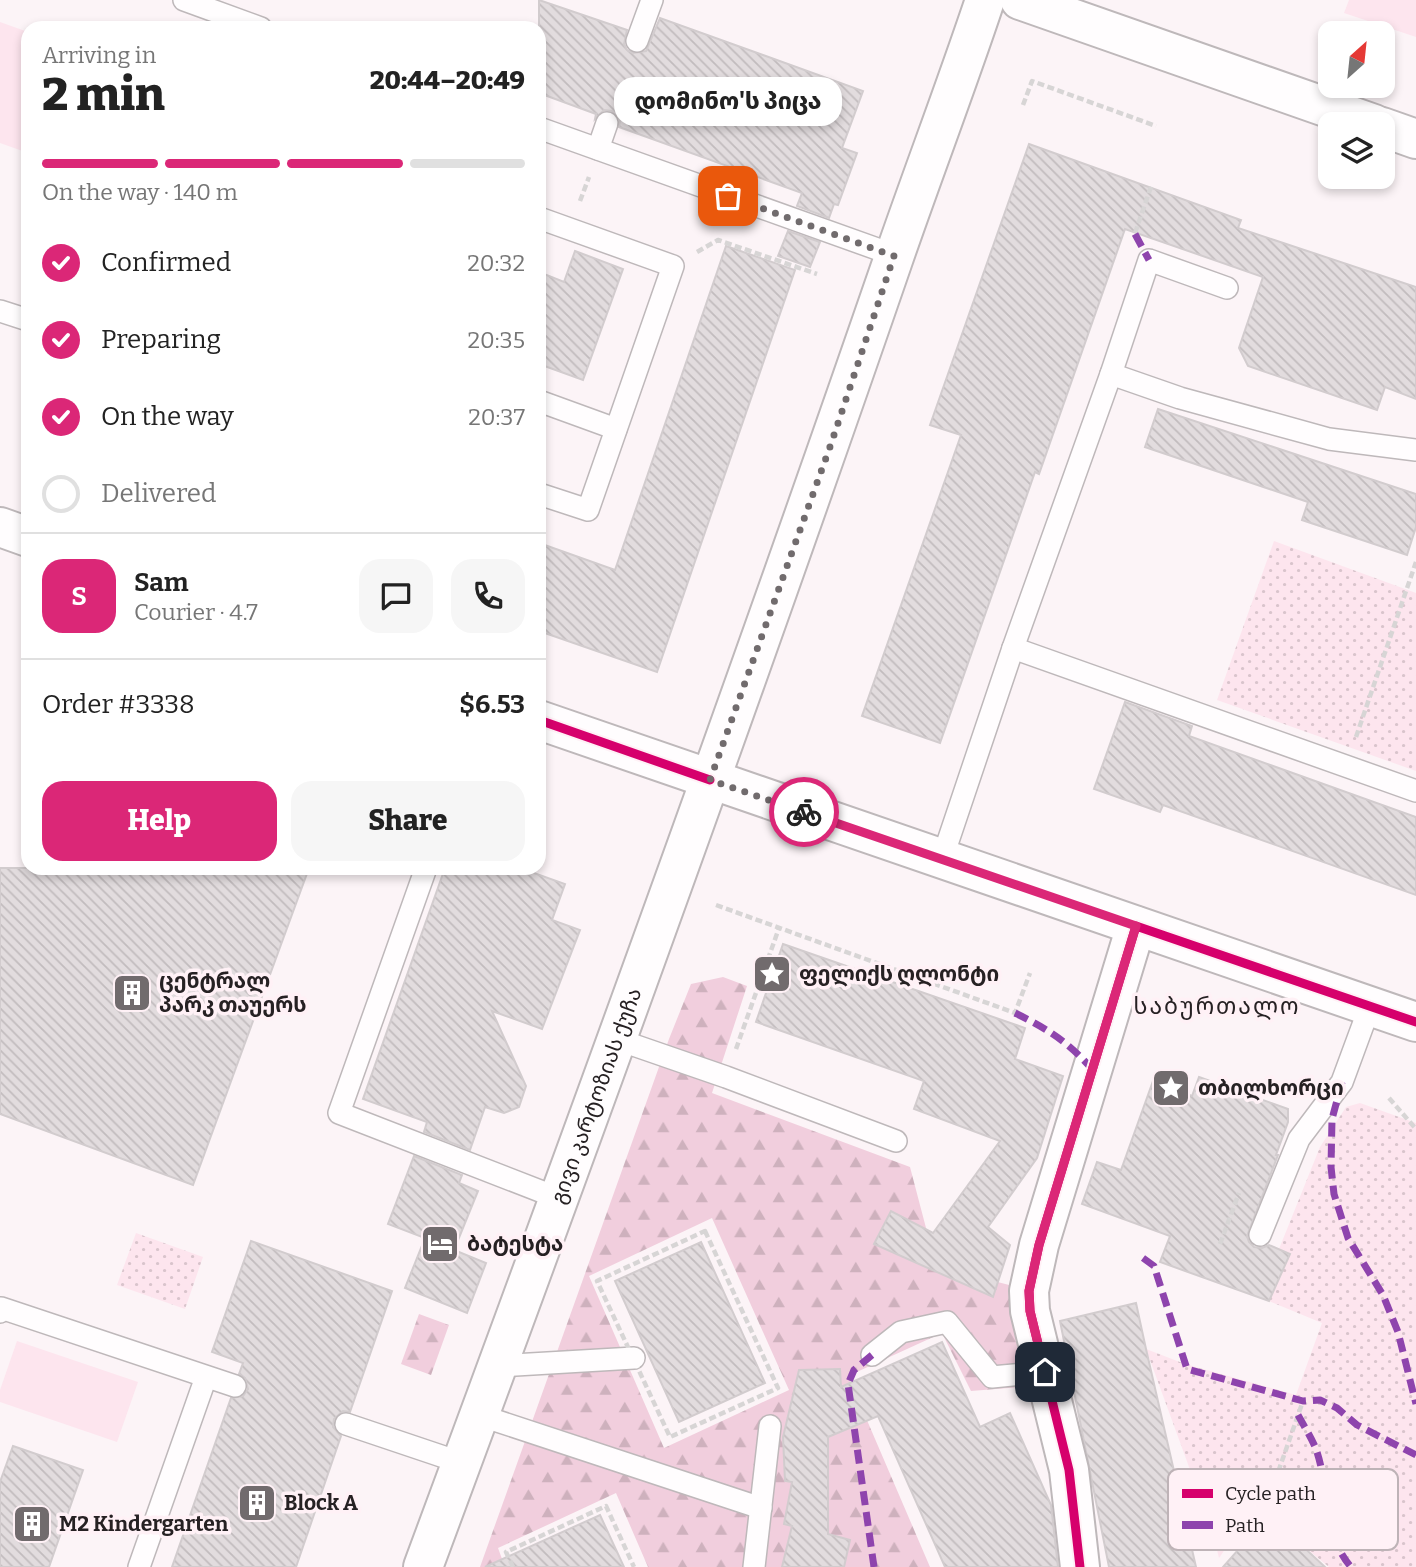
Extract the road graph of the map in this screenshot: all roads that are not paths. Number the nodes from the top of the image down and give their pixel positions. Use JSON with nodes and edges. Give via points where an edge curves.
{"nodes":[{"id":1,"x":184,"y":0,"type":"edge"},
{"id":2,"x":652,"y":0,"type":"edge"},
{"id":3,"x":985,"y":0,"type":"edge"},
{"id":4,"x":1020,"y":0,"type":"edge"},
{"id":5,"x":242,"y":21,"type":"edge"},
{"id":6,"x":637,"y":41,"type":"dead end"},
{"id":7,"x":1340,"y":112,"type":"edge"},
{"id":8,"x":607,"y":123,"type":"dead end"},
{"id":9,"x":546,"y":130,"type":"edge"},
{"id":10,"x":1395,"y":132,"type":"edge"},
{"id":11,"x":1416,"y":139,"type":"edge"},
{"id":12,"x":598,"y":149,"type":"junction"},
{"id":13,"x":546,"y":221,"type":"edge"},
{"id":14,"x":894,"y":256,"type":"junction"},
{"id":15,"x":1227,"y":288,"type":"dead end"},
{"id":16,"x":0,"y":310,"type":"edge"},
{"id":17,"x":21,"y":318,"type":"edge"},
{"id":18,"x":1111,"y":374,"type":"junction"},
{"id":19,"x":546,"y":404,"type":"edge"},
{"id":20,"x":616,"y":429,"type":"junction"},
{"id":21,"x":1416,"y":450,"type":"edge"},
{"id":22,"x":546,"y":496,"type":"edge"},
{"id":23,"x":0,"y":527,"type":"edge"},
{"id":24,"x":21,"y":534,"type":"edge"},
{"id":25,"x":1013,"y":648,"type":"junction"},
{"id":26,"x":546,"y":722,"type":"edge"},
{"id":27,"x":710,"y":780,"type":"junction"},
{"id":28,"x":1416,"y":791,"type":"edge"},
{"id":29,"x":942,"y":859,"type":"junction"},
{"id":30,"x":423,"y":875,"type":"edge"},
{"id":31,"x":1136,"y":926,"type":"junction"},
{"id":32,"x":1370,"y":1006,"type":"junction"},
{"id":33,"x":1416,"y":1022,"type":"edge"},
{"id":34,"x":616,"y":1039,"type":"junction"},
{"id":35,"x":896,"y":1141,"type":"dead end"},
{"id":36,"x":558,"y":1198,"type":"junction"},
{"id":37,"x":1259,"y":1235,"type":"dead end"},
{"id":38,"x":0,"y":1312,"type":"edge"},
{"id":39,"x":872,"y":1355,"type":"dead end"},
{"id":40,"x":634,"y":1358,"type":"road end"},
{"id":41,"x":497,"y":1366,"type":"junction"},
{"id":42,"x":1045,"y":1372,"type":"junction"},
{"id":43,"x":205,"y":1377,"type":"junction"},
{"id":44,"x":235,"y":1387,"type":"dead end"},
{"id":45,"x":479,"y":1415,"type":"junction"},
{"id":46,"x":345,"y":1424,"type":"dead end"},
{"id":47,"x":769,"y":1426,"type":"dead end"},
{"id":48,"x":462,"y":1463,"type":"junction"},
{"id":49,"x":761,"y":1508,"type":"junction"},
{"id":50,"x":139,"y":1567,"type":"edge"},
{"id":51,"x":423,"y":1567,"type":"edge"},
{"id":52,"x":754,"y":1567,"type":"edge"},
{"id":53,"x":1080,"y":1567,"type":"edge"}],
"edges":[{"from":1,"to":5,"type":"lane"},
{"from":2,"to":6,"type":"lane"},
{"from":3,"to":14,"type":"main road","name":"გივი კარტოზიას ქუჩა"},
{"from":4,"to":7,"type":"main road"},
{"from":8,"to":12,"type":"lane"},
{"from":9,"to":12,"type":"lane"},
{"from":10,"to":11,"type":"main road"},
{"from":12,"to":14,"type":"lane"},
{"from":13,"to":20,"type":"lane","via":[[673,266]]},
{"from":14,"to":27,"type":"main road","name":"გივი კარტოზიას ქუჩა"},
{"from":15,"to":18,"type":"lane","via":[[1149,260]]},
{"from":16,"to":17,"type":"lane"},
{"from":18,"to":21,"type":"lane","via":[[1329,439]]},
{"from":18,"to":25,"type":"lane"},
{"from":19,"to":20,"type":"lane"},
{"from":20,"to":22,"type":"lane","via":[[588,510]]},
{"from":23,"to":24,"type":"main road"},
{"from":25,"to":28,"type":"lane"},
{"from":25,"to":29,"type":"lane"},
{"from":26,"to":27,"type":"main road"},
{"from":27,"to":29,"type":"main road"},
{"from":27,"to":34,"type":"main road","name":"გივი კარტოზიას ქუჩა"},
{"from":29,"to":31,"type":"main road"},
{"from":30,"to":36,"type":"lane","via":[[338,1113]]},
{"from":31,"to":32,"type":"main road"},
{"from":31,"to":42,"type":"main road","via":[[1029,1291]]},
{"from":32,"to":33,"type":"main road"},
{"from":32,"to":37,"type":"lane","via":[[1342,1082],[1300,1139]]},
{"from":34,"to":35,"type":"lane"},
{"from":34,"to":36,"type":"main road","name":"გივი კარტოზიას ქუჩა"},
{"from":36,"to":41,"type":"main road","name":"გივი კარტოზიას ქუჩა"},
{"from":38,"to":43,"type":"lane","via":[[1,1308]]},
{"from":39,"to":42,"type":"lane","via":[[901,1332],[947,1322],[992,1377]]},
{"from":40,"to":41,"type":"lane"},
{"from":41,"to":45,"type":"main road","name":"გივი კარტოზიას ქუჩა"},
{"from":42,"to":53,"type":"main road","via":[[1069,1470]]},
{"from":43,"to":44,"type":"lane"},
{"from":43,"to":50,"type":"lane"},
{"from":45,"to":48,"type":"main road","name":"გივი კარტოზიას ქუჩა"},
{"from":45,"to":49,"type":"lane"},
{"from":46,"to":48,"type":"lane"},
{"from":47,"to":49,"type":"lane"},
{"from":48,"to":51,"type":"main road","name":"გივი კარტოზიას ქუჩა"},
{"from":49,"to":52,"type":"lane"}]}
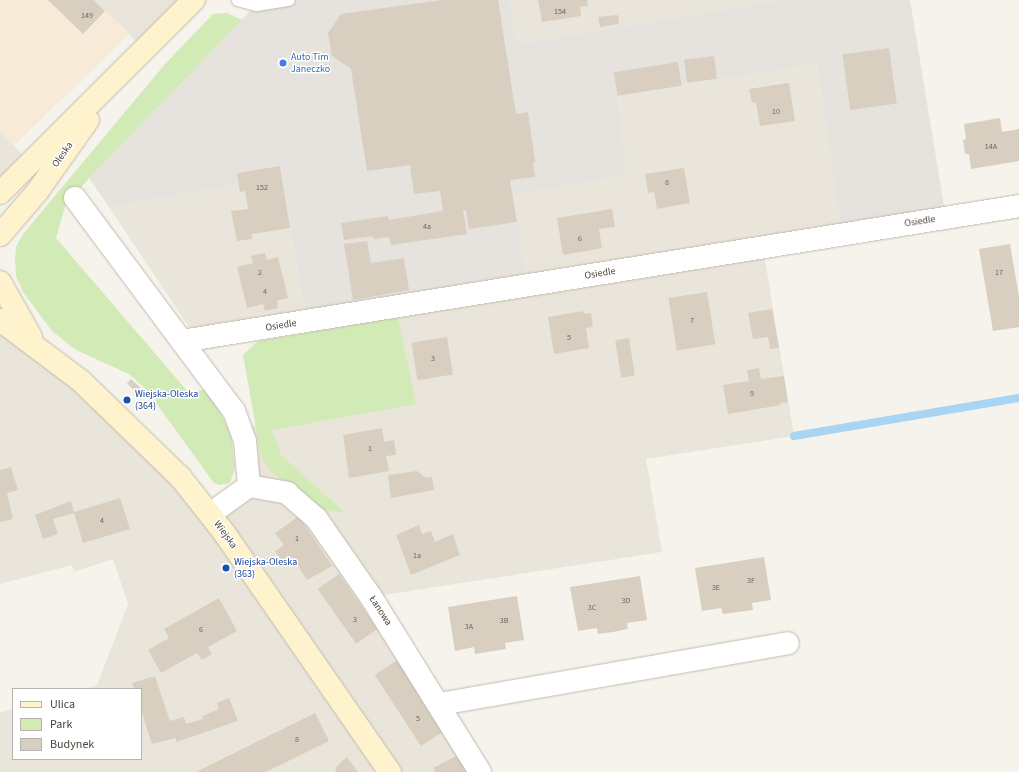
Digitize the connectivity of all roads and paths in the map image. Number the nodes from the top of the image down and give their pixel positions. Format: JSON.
{"nodes":[{"id":1,"x":194,"y":0,"type":"edge"},
{"id":2,"x":237,"y":0,"type":"edge"},
{"id":3,"x":289,"y":0,"type":"edge"},
{"id":4,"x":122,"y":72,"type":"junction"},
{"id":5,"x":0,"y":193,"type":"edge"},
{"id":6,"x":75,"y":198,"type":"dead end"},
{"id":7,"x":1019,"y":206,"type":"edge"},
{"id":8,"x":0,"y":235,"type":"edge"},
{"id":9,"x":0,"y":282,"type":"edge"},
{"id":10,"x":0,"y":320,"type":"edge"},
{"id":11,"x":182,"y":341,"type":"junction"},
{"id":12,"x":38,"y":348,"type":"junction"},
{"id":13,"x":249,"y":486,"type":"junction"},
{"id":14,"x":210,"y":514,"type":"junction"},
{"id":15,"x":788,"y":644,"type":"dead end"},
{"id":16,"x":440,"y":704,"type":"junction"},
{"id":17,"x":390,"y":772,"type":"edge"},
{"id":18,"x":480,"y":772,"type":"edge"}],
"edges":[{"from":1,"to":4,"type":"street","name":"Oleska"},
{"from":2,"to":3,"type":"lane"},
{"from":4,"to":5,"type":"street","name":"Oleska"},
{"from":4,"to":8,"type":"street","name":"Oleska"},
{"from":6,"to":11,"type":"street"},
{"from":7,"to":11,"type":"street","name":"Osiedle"},
{"from":9,"to":12,"type":"street","name":"Wiejska"},
{"from":10,"to":12,"type":"street","name":"Wiejska"},
{"from":11,"to":13,"type":"street"},
{"from":12,"to":14,"type":"street","name":"Wiejska"},
{"from":13,"to":14,"type":"street"},
{"from":13,"to":16,"type":"street","name":"Łanowa"},
{"from":14,"to":17,"type":"street","name":"Wiejska"},
{"from":15,"to":16,"type":"street"},
{"from":16,"to":18,"type":"street","name":"Łanowa"}]}
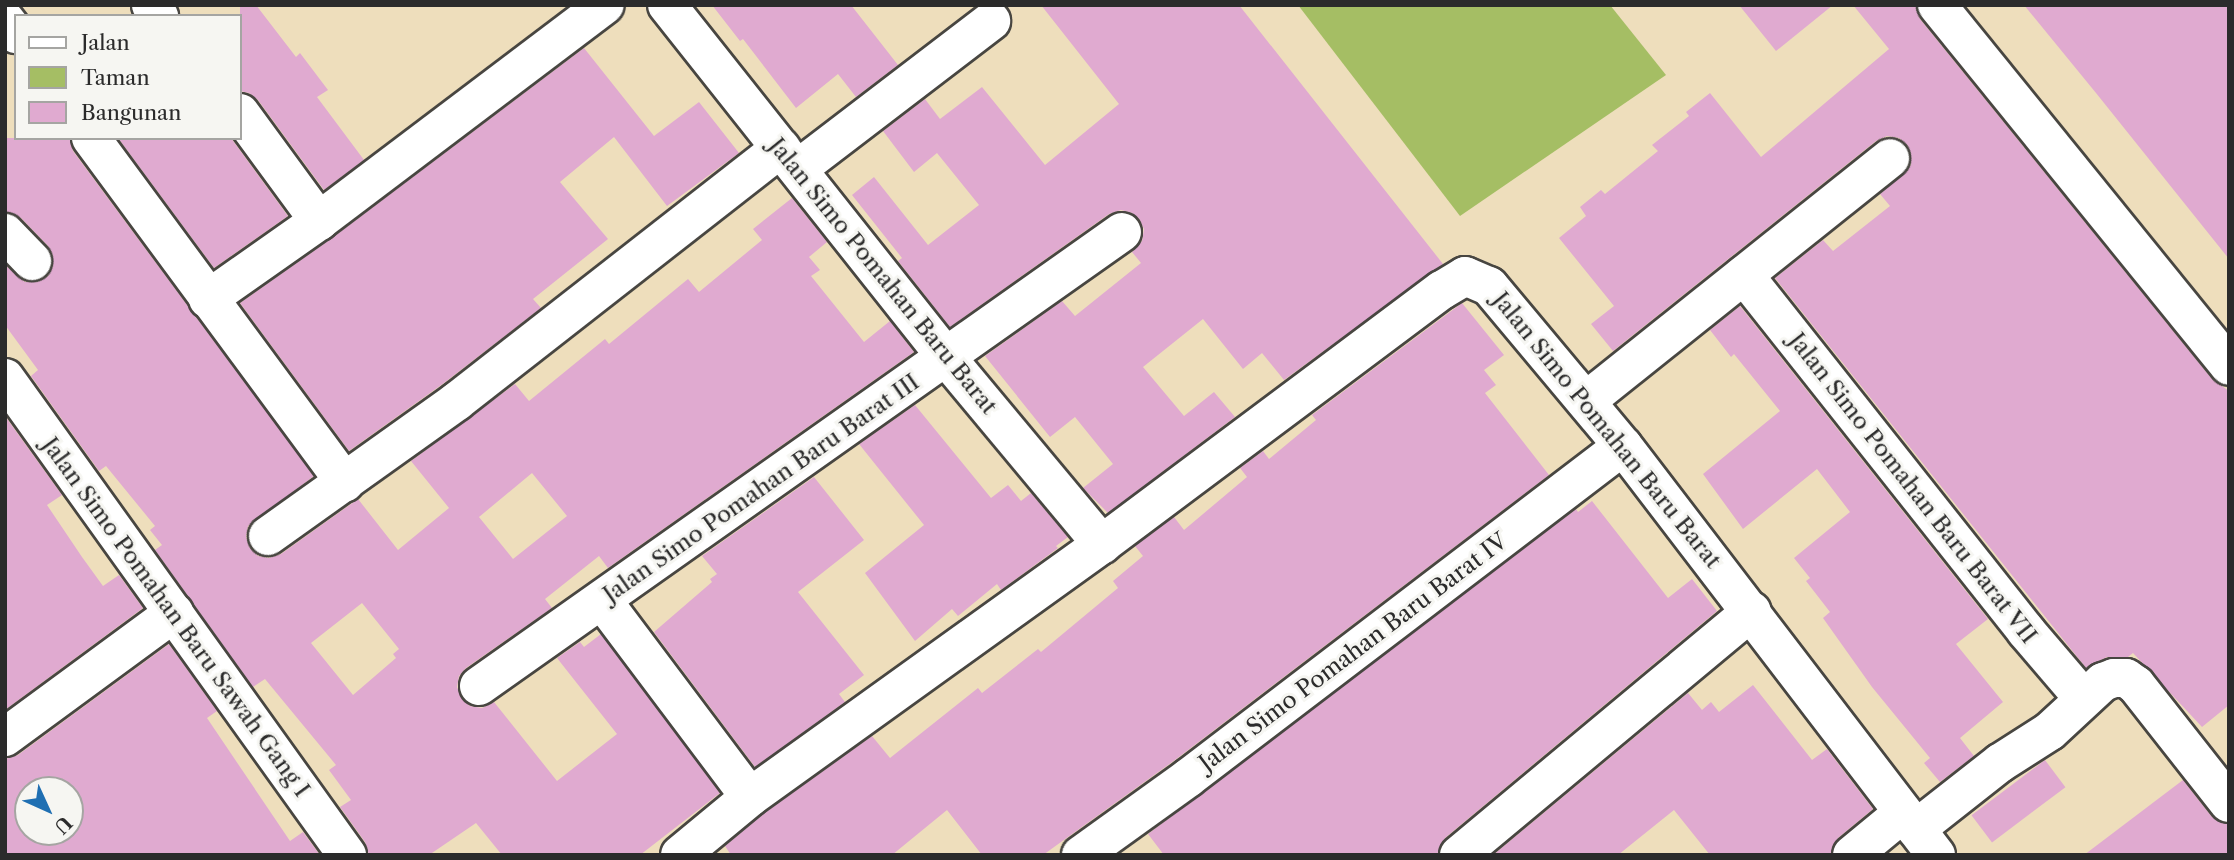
········
All lines from the one containing "Digitize the connectivity" through the final line of the records are to be retyped exactly; no other lines and no pictures are to be included.

Response to the task:
Digitize the connectivity of all roads and paths in the map image. Number the nodes from the top of the image down and give their pixel positions. Format: JSON.
{"nodes":[{"id":1,"x":194,"y":0,"type":"edge"},
{"id":2,"x":237,"y":0,"type":"edge"},
{"id":3,"x":289,"y":0,"type":"edge"},
{"id":4,"x":122,"y":72,"type":"junction"},
{"id":5,"x":0,"y":193,"type":"edge"},
{"id":6,"x":75,"y":198,"type":"dead end"},
{"id":7,"x":1019,"y":206,"type":"edge"},
{"id":8,"x":0,"y":235,"type":"edge"},
{"id":9,"x":0,"y":282,"type":"edge"},
{"id":10,"x":0,"y":320,"type":"edge"},
{"id":11,"x":182,"y":341,"type":"junction"},
{"id":12,"x":38,"y":348,"type":"junction"},
{"id":13,"x":249,"y":486,"type":"junction"},
{"id":14,"x":210,"y":514,"type":"junction"},
{"id":15,"x":788,"y":644,"type":"dead end"},
{"id":16,"x":440,"y":704,"type":"junction"},
{"id":17,"x":390,"y":772,"type":"edge"},
{"id":18,"x":480,"y":772,"type":"edge"}],
"edges":[{"from":1,"to":4,"type":"street","name":"Oleska"},
{"from":2,"to":3,"type":"lane"},
{"from":4,"to":5,"type":"street","name":"Oleska"},
{"from":4,"to":8,"type":"street","name":"Oleska"},
{"from":6,"to":11,"type":"street"},
{"from":7,"to":11,"type":"street","name":"Osiedle"},
{"from":9,"to":12,"type":"street","name":"Wiejska"},
{"from":10,"to":12,"type":"street","name":"Wiejska"},
{"from":11,"to":13,"type":"street"},
{"from":12,"to":14,"type":"street","name":"Wiejska"},
{"from":13,"to":14,"type":"street"},
{"from":13,"to":16,"type":"street","name":"Łanowa"},
{"from":14,"to":17,"type":"street","name":"Wiejska"},
{"from":15,"to":16,"type":"street"},
{"from":16,"to":18,"type":"street","name":"Łanowa"}]}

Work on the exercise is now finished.